The world is complicated. Now there’s an understatement! With depressing regularity we hear of terrorist attacks in various places. Among those who are very clear that these evil acts must be condemned, there are deep disagreements about what should be done. It is complicated. At the same time there are unimaginable numbers of people fleeing violence and persecution, seeking refuge in some of the countries now fearing terrorist attacks. Should compassion for these people be curbed out of fear that there may be a terrorist among them? Or would that be a victory for the terrorists? It is complicated. World leaders consider what to do about the widely (but not universally) recognised problem called “climate change.” Some believe that the future of life on earth is under threat. Some regard that as a gross exaggeration. Some think that there is no real problem at all. Some believe that drastic action is urgently needed. Some doubt that. How should economic considerations, particularly effects on poorer nations, shape policies? Agreement is difficult. It is complicated.

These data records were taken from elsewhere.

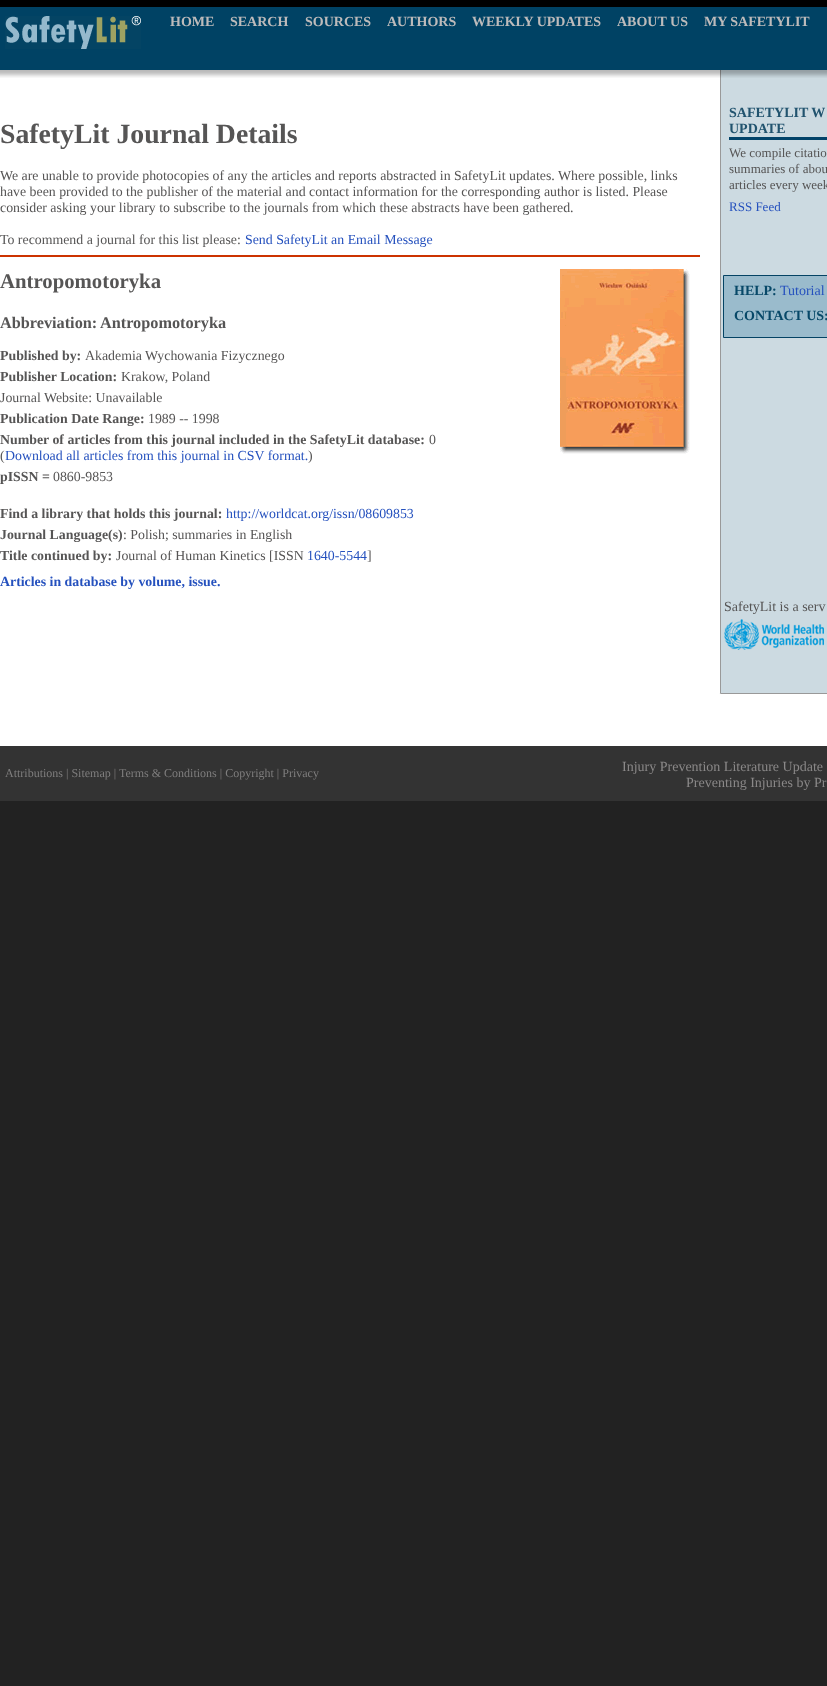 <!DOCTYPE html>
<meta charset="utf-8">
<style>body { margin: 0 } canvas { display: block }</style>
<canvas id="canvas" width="827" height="1686"></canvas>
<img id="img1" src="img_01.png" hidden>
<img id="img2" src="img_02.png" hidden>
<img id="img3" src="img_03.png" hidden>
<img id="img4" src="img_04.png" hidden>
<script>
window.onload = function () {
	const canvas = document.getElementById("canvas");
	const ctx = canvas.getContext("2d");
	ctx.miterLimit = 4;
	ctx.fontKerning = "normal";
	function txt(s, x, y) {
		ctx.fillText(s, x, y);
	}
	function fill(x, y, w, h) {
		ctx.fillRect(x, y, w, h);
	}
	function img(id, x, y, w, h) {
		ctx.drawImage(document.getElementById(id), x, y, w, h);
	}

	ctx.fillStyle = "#222222";
	fill(0, 0, 827, 1686);
	ctx.fillStyle = "#FFFFFF";
	fill(0, 70, 720, 676);
	ctx.fillStyle = "#CCDAE1";
	fill(721, 70, 106, 623);
	ctx.fillStyle = "#999999";
	fill(720, 70, 1, 624);
	img("img1", 0, 0, 827, 78);
	img("img2", 5, 16, 136, 33);
	ctx.fillStyle = "#CC3300";
	fill(0, 255, 700, 2);
	img("img3", 560, 269, 130, 185);
	ctx.fillStyle = "#024369";
	fill(729, 137, 98, 3);
	ctx.fillStyle = "#9ABBCC";
	ctx.beginPath();
	ctx.rect(723.5, 275.5, 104, 62);
	ctx.fill();
	ctx.strokeStyle = "#044364";
	ctx.stroke();
	img("img4", 724, 619, 100, 31);
	ctx.fillStyle = "#FFFFFF";
	fill(721, 694, 106, 50);
	ctx.fillStyle = "#999999";
	ctx.beginPath();
	ctx.moveTo(719, 693);
	ctx.lineTo(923, 693);
	ctx.lineTo(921, 694);
	ctx.lineTo(721, 694);
	ctx.closePath();
	ctx.fill();
	ctx.fillStyle = "#FFFFFF";
	fill(719, 744, 108, 2);
	ctx.beginPath();
	ctx.moveTo(719, 746);
	ctx.lineTo(719, 693);
	ctx.lineTo(721, 694);
	ctx.lineTo(721, 744);
	ctx.closePath();
	ctx.fill();
	ctx.fillStyle = "#333333";
	fill(0, 746, 827, 55);
	ctx.font = "bold 14px Liberation Serif";
	ctx.fillStyle = "#BDBBBB";
	txt("HOME", 170, 26);
	txt("SEARCH", 230, 26);
	txt("SOURCES", 305, 26);
	txt("AUTHORS", 387, 26);
	txt("WEEKLY UPDATES", 472, 26);
	txt("ABOUT US", 617, 26);
	txt("MY SAFETYLIT", 704, 26);
	ctx.font = "bold 27.75px Liberation Serif";
	ctx.fillStyle = "#565555";
	txt("SafetyLit Journal Details", 0, 143);
	ctx.font = "13.85px Liberation Serif";
	txt("We are unable to provide photocopies of any the articles and reports abstracted in SafetyLit updates. Where possible, links", 0, 180);
	txt("have been provided to the publisher of the material and contact information for the corresponding author is listed. Please", 0, 196);
	txt("consider asking your library to subscribe to the journals from which these abstracts have been gathered.", 0, 212);
	txt("To recommend a journal for this list please:", 0, 244);
	ctx.fillStyle = "#2551BE";
	txt("Send SafetyLit an Email Message", 245, 244);
	ctx.font = "bold 20.75px Liberation Serif";
	ctx.fillStyle = "#565555";
	txt("Antropomotoryka", 0, 288);
	ctx.font = "bold 16.25px Liberation Serif";
	txt("Abbreviation:", 0, 328);
	txt("Antropomotoryka", 100, 328);
	ctx.font = "bold 13.85px Liberation Serif";
	txt("Published by:", 0, 360);
	ctx.font = "13.85px Liberation Serif";
	txt("Akademia Wychowania Fizycznego", 85, 360);
	ctx.font = "bold 13.85px Liberation Serif";
	txt("Publisher Location:", 0, 381);
	ctx.font = "13.85px Liberation Serif";
	txt("Krakow, Poland", 121, 381);
	txt("Journal Website: Unavailable", 0, 402);
	ctx.font = "bold 13.85px Liberation Serif";
	txt("Publication Date Range:", 0, 423);
	ctx.font = "13.85px Liberation Serif";
	txt("1989 -- 1998", 148, 423);
	ctx.font = "bold 13.85px Liberation Serif";
	txt("Number of articles from this journal included in the SafetyLit database:", 0, 444);
	ctx.font = "13.85px Liberation Serif";
	txt("0", 429, 444);
	txt("(", 0, 460);
	ctx.fillStyle = "#2551BE";
	txt("Download all articles from this journal in CSV format.", 5, 460);
	ctx.fillStyle = "#565555";
	txt(")", 308, 460);
	ctx.font = "bold 13.85px Liberation Serif";
	txt("pISSN =", 0, 481);
	ctx.font = "13.85px Liberation Serif";
	txt("0860-9853", 53, 481);
	ctx.font = "bold 13.85px Liberation Serif";
	txt("Find a library that holds this journal:", 0, 518);
	ctx.font = "13.85px Liberation Serif";
	ctx.fillStyle = "#2551BE";
	txt("http://worldcat.org/issn/08609853", 226, 518);
	ctx.font = "bold 13.85px Liberation Serif";
	ctx.fillStyle = "#565555";
	txt("Journal Language(s)", 0, 539);
	ctx.font = "13.85px Liberation Serif";
	txt(": Polish; summaries in English", 123, 539);
	ctx.font = "bold 13.85px Liberation Serif";
	txt("Title continued by:", 0, 560);
	ctx.font = "13.85px Liberation Serif";
	txt("Journal of Human Kinetics [ISSN", 116, 560);
	ctx.fillStyle = "#2551BE";
	txt("1640-5544", 307, 560);
	ctx.fillStyle = "#565555";
	txt("]", 367, 560);
	ctx.font = "bold 13.85px Liberation Serif";
	ctx.fillStyle = "#2551BE";
	txt("Articles in database by volume, issue.", 0, 586);
	ctx.font = "bold 14px Liberation Serif";
	ctx.fillStyle = "#21536E";
	txt("SAFETYLIT W", 729, 117);
	txt("UPDATE", 729, 133);
	ctx.font = "13px Liberation Serif";
	ctx.fillStyle = "#565555";
	txt("We compile citatio", 729, 157);
	txt("summaries of abou", 729, 173);
	txt("articles every week", 729, 189);
	ctx.fillStyle = "#2551BE";
	txt("RSS Feed", 729, 211);
	ctx.font = "bold 14px Liberation Serif";
	ctx.fillStyle = "#074868";
	txt("HELP:", 734, 295);
	ctx.font = "14px Liberation Serif";
	ctx.fillStyle = "#2551BE";
	txt("Tutorial", 780, 295);
	ctx.font = "bold 14px Liberation Serif";
	ctx.fillStyle = "#074868";
	txt("CONTACT US:", 734, 320);
	ctx.font = "14px Liberation Serif";
	ctx.fillStyle = "#565555";
	txt("SafetyLit is a serv", 724, 611);
	ctx.font = "12px Liberation Serif";
	ctx.fillStyle = "#7F7E7E";
	txt("Attributions | Sitemap | Terms & Conditions | Copyright | Privacy", 5, 777);
	ctx.font = "14px Liberation Serif";
	ctx.fillStyle = "#8A8888";
	txt("Injury Prevention Literature Update", 622, 771);
	txt("Preventing Injuries by Pr", 686, 787);
};
</script>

And, of course, our personal lives are complicated. A few moments reflection will reveal something of the complexity of your life. Our thoughts and behaviour, relationships and pleasures, fears and anxieties, vanities and shames, hopes and dreams are never simple. Who among us has mastered life? It is complicated.

Sometimes unbelievers scoff at “religious” people who (it is said) need simple, black and white answers to life’s complexities. There may be some truth in that. But “religion” should not be confused with Christian faith. This faith understands that the world and life is complicated. We do not claim to have simple, black and white answers. At least we shouldn’t. We understand more deeply than most that the world is in a serious mess, in which our individual lives share. We do not believe in “simple, black and white answers.” For this reason, in my opinion, Christians should not be unquestioningly aligned with any particular political party or philosophy. I am not suggesting for one moment that Christians should not be involved in politics, even party politics. On the contrary. My point is simply that Christians, of all people, should understand that in this fallen world all human politics will be marred by foolishness, wickedness and weakness. Uncritical endorsement of a political party (right, left or centre) is likely to be as inappropriate for a Christian as the uncritical rejection of all that another party stands for. It is complicated.

What, then, is the hope of the world? How is Christian faith possible? Faith is confidence. Christians are positive about the future, while being more realistic than most about the complexity of the world’s problems.

The claim of the Christian gospel is immense. It is that in Jesus Christ “all the fullness of God was pleased to dwell, and through him to reconcile to himself all things, whether on earth or in heaven, making peace by the blood of his cross” (Colossians 1:19, 20). We do not believe in simple, black and white answers. But we believe that the answer to the world’s complications is found in the Lord Jesus Christ. He is the hope of the world.

Your brother in the Lord Jesus Christ

John Woodhouse (Acting Senior Minister)

P.S. I am sorry not to be with you this Sunday. Moya and I are sharing the weekend with brothers and sisters of Trinity Church, Tamworth.